Segment Open

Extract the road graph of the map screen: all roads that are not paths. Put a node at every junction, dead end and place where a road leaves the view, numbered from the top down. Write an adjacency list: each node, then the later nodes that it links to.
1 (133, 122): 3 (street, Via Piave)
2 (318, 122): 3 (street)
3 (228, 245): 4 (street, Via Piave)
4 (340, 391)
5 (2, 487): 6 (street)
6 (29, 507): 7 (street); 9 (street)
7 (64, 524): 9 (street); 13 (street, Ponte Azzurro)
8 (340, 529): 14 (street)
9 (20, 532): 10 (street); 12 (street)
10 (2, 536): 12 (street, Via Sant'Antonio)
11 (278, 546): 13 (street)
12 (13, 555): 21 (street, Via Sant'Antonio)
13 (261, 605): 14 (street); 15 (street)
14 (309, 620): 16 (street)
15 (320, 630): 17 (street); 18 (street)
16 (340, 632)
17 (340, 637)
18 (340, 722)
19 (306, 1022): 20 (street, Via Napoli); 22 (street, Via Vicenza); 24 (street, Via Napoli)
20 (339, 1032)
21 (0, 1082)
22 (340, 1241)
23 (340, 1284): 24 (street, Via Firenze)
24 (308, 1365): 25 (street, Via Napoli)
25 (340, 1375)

Segment Closed

#### [WORK TASK]
Each line of the data above needs to be returned exactly.

#### [REPLY TO THE TASK]
Extract the road graph of the map screen: all roads that are not paths. Put a node at every junction, dead end and place where a road leaves the view, numbered from the top down. Write an adjacency list: each node, then the later nodes that it links to.
1 (133, 122): 3 (street, Via Piave)
2 (318, 122): 3 (street)
3 (228, 245): 4 (street, Via Piave)
4 (340, 391)
5 (2, 487): 6 (street)
6 (29, 507): 7 (street); 9 (street)
7 (64, 524): 9 (street); 13 (street, Ponte Azzurro)
8 (340, 529): 14 (street)
9 (20, 532): 10 (street); 12 (street)
10 (2, 536): 12 (street, Via Sant'Antonio)
11 (278, 546): 13 (street)
12 (13, 555): 21 (street, Via Sant'Antonio)
13 (261, 605): 14 (street); 15 (street)
14 (309, 620): 16 (street)
15 (320, 630): 17 (street); 18 (street)
16 (340, 632)
17 (340, 637)
18 (340, 722)
19 (306, 1022): 20 (street, Via Napoli); 22 (street, Via Vicenza); 24 (street, Via Napoli)
20 (339, 1032)
21 (0, 1082)
22 (340, 1241)
23 (340, 1284): 24 (street, Via Firenze)
24 (308, 1365): 25 (street, Via Napoli)
25 (340, 1375)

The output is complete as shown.